EXERCISE INSTRUCTIONS — Word for word, restate every entry shown below.
━━━ EXTRACTED MATERIAL
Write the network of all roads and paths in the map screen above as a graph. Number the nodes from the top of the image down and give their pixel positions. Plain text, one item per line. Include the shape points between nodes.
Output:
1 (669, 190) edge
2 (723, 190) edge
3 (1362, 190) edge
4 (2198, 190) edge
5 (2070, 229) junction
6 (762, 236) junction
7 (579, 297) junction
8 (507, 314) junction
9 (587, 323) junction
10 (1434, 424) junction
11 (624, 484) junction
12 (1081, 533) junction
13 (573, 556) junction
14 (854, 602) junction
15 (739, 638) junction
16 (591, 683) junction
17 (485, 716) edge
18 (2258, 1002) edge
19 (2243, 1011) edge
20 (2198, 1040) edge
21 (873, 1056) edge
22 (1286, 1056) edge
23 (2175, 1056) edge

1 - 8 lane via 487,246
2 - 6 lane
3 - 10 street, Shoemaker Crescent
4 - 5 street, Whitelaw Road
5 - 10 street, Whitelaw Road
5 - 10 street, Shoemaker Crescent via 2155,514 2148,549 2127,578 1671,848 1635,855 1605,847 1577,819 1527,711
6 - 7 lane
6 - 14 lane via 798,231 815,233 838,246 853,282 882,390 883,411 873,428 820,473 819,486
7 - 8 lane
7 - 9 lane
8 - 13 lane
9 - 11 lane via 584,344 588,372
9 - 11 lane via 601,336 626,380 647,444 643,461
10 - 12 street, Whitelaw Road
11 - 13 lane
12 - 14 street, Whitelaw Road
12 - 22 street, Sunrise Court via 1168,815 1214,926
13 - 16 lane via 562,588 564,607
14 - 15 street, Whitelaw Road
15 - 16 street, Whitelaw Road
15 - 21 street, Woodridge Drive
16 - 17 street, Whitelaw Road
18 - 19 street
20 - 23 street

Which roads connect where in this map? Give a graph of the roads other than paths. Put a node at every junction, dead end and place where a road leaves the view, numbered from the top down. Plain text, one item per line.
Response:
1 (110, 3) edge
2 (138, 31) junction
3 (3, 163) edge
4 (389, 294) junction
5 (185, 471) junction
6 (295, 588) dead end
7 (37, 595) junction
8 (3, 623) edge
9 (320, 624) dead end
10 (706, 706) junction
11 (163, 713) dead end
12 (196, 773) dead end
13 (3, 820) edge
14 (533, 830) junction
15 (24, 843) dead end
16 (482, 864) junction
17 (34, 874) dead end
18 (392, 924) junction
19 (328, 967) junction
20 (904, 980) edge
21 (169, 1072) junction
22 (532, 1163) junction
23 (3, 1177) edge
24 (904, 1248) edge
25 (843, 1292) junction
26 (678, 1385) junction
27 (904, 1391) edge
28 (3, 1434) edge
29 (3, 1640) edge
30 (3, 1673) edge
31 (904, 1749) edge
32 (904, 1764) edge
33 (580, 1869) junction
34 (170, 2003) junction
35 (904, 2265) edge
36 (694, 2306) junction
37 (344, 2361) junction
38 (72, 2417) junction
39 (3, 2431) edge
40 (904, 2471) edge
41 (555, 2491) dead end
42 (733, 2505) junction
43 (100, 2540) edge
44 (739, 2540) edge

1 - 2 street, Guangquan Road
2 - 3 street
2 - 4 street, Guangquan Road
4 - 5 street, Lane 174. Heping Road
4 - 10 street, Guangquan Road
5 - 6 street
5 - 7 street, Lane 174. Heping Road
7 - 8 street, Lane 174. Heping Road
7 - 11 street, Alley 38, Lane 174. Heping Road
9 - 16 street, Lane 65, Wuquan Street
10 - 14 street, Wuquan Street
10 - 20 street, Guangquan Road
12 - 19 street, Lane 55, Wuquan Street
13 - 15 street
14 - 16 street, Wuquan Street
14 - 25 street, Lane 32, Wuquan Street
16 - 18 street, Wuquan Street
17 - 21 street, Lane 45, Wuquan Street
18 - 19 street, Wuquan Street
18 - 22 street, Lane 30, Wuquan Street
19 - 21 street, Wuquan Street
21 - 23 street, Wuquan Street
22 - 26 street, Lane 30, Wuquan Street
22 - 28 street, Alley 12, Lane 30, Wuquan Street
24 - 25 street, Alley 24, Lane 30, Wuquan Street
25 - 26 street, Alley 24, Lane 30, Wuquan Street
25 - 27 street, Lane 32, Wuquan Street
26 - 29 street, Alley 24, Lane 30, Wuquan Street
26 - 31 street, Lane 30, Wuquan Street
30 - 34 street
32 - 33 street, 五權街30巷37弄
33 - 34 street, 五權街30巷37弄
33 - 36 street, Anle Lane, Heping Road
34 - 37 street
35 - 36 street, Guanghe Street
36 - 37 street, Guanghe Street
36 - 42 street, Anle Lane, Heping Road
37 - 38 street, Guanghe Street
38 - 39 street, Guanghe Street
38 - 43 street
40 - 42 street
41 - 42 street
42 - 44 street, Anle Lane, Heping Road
━━━━━━
WRITTEN RESPONSE —
Write the network of all roads and paths in the map screen above as a graph. Number the nodes from the top of the image down and give their pixel positions. Plain text, one item per line. Include the shape points between nodes.
Output:
1 (669, 190) edge
2 (723, 190) edge
3 (1362, 190) edge
4 (2198, 190) edge
5 (2070, 229) junction
6 (762, 236) junction
7 (579, 297) junction
8 (507, 314) junction
9 (587, 323) junction
10 (1434, 424) junction
11 (624, 484) junction
12 (1081, 533) junction
13 (573, 556) junction
14 (854, 602) junction
15 (739, 638) junction
16 (591, 683) junction
17 (485, 716) edge
18 (2258, 1002) edge
19 (2243, 1011) edge
20 (2198, 1040) edge
21 (873, 1056) edge
22 (1286, 1056) edge
23 (2175, 1056) edge

1 - 8 lane via 487,246
2 - 6 lane
3 - 10 street, Shoemaker Crescent
4 - 5 street, Whitelaw Road
5 - 10 street, Whitelaw Road
5 - 10 street, Shoemaker Crescent via 2155,514 2148,549 2127,578 1671,848 1635,855 1605,847 1577,819 1527,711
6 - 7 lane
6 - 14 lane via 798,231 815,233 838,246 853,282 882,390 883,411 873,428 820,473 819,486
7 - 8 lane
7 - 9 lane
8 - 13 lane
9 - 11 lane via 584,344 588,372
9 - 11 lane via 601,336 626,380 647,444 643,461
10 - 12 street, Whitelaw Road
11 - 13 lane
12 - 14 street, Whitelaw Road
12 - 22 street, Sunrise Court via 1168,815 1214,926
13 - 16 lane via 562,588 564,607
14 - 15 street, Whitelaw Road
15 - 16 street, Whitelaw Road
15 - 21 street, Woodridge Drive
16 - 17 street, Whitelaw Road
18 - 19 street
20 - 23 street

Which roads connect where in this map? Give a graph of the roads other than paths. Put a node at every junction, dead end and place where a road leaves the view, numbered from the top down. Plain text, one item per line.
Response:
1 (110, 3) edge
2 (138, 31) junction
3 (3, 163) edge
4 (389, 294) junction
5 (185, 471) junction
6 (295, 588) dead end
7 (37, 595) junction
8 (3, 623) edge
9 (320, 624) dead end
10 (706, 706) junction
11 (163, 713) dead end
12 (196, 773) dead end
13 (3, 820) edge
14 (533, 830) junction
15 (24, 843) dead end
16 (482, 864) junction
17 (34, 874) dead end
18 (392, 924) junction
19 (328, 967) junction
20 (904, 980) edge
21 (169, 1072) junction
22 (532, 1163) junction
23 (3, 1177) edge
24 (904, 1248) edge
25 (843, 1292) junction
26 (678, 1385) junction
27 (904, 1391) edge
28 (3, 1434) edge
29 (3, 1640) edge
30 (3, 1673) edge
31 (904, 1749) edge
32 (904, 1764) edge
33 (580, 1869) junction
34 (170, 2003) junction
35 (904, 2265) edge
36 (694, 2306) junction
37 (344, 2361) junction
38 (72, 2417) junction
39 (3, 2431) edge
40 (904, 2471) edge
41 (555, 2491) dead end
42 (733, 2505) junction
43 (100, 2540) edge
44 (739, 2540) edge

1 - 2 street, Guangquan Road
2 - 3 street
2 - 4 street, Guangquan Road
4 - 5 street, Lane 174. Heping Road
4 - 10 street, Guangquan Road
5 - 6 street
5 - 7 street, Lane 174. Heping Road
7 - 8 street, Lane 174. Heping Road
7 - 11 street, Alley 38, Lane 174. Heping Road
9 - 16 street, Lane 65, Wuquan Street
10 - 14 street, Wuquan Street
10 - 20 street, Guangquan Road
12 - 19 street, Lane 55, Wuquan Street
13 - 15 street
14 - 16 street, Wuquan Street
14 - 25 street, Lane 32, Wuquan Street
16 - 18 street, Wuquan Street
17 - 21 street, Lane 45, Wuquan Street
18 - 19 street, Wuquan Street
18 - 22 street, Lane 30, Wuquan Street
19 - 21 street, Wuquan Street
21 - 23 street, Wuquan Street
22 - 26 street, Lane 30, Wuquan Street
22 - 28 street, Alley 12, Lane 30, Wuquan Street
24 - 25 street, Alley 24, Lane 30, Wuquan Street
25 - 26 street, Alley 24, Lane 30, Wuquan Street
25 - 27 street, Lane 32, Wuquan Street
26 - 29 street, Alley 24, Lane 30, Wuquan Street
26 - 31 street, Lane 30, Wuquan Street
30 - 34 street
32 - 33 street, 五權街30巷37弄
33 - 34 street, 五權街30巷37弄
33 - 36 street, Anle Lane, Heping Road
34 - 37 street
35 - 36 street, Guanghe Street
36 - 37 street, Guanghe Street
36 - 42 street, Anle Lane, Heping Road
37 - 38 street, Guanghe Street
38 - 39 street, Guanghe Street
38 - 43 street
40 - 42 street
41 - 42 street
42 - 44 street, Anle Lane, Heping Road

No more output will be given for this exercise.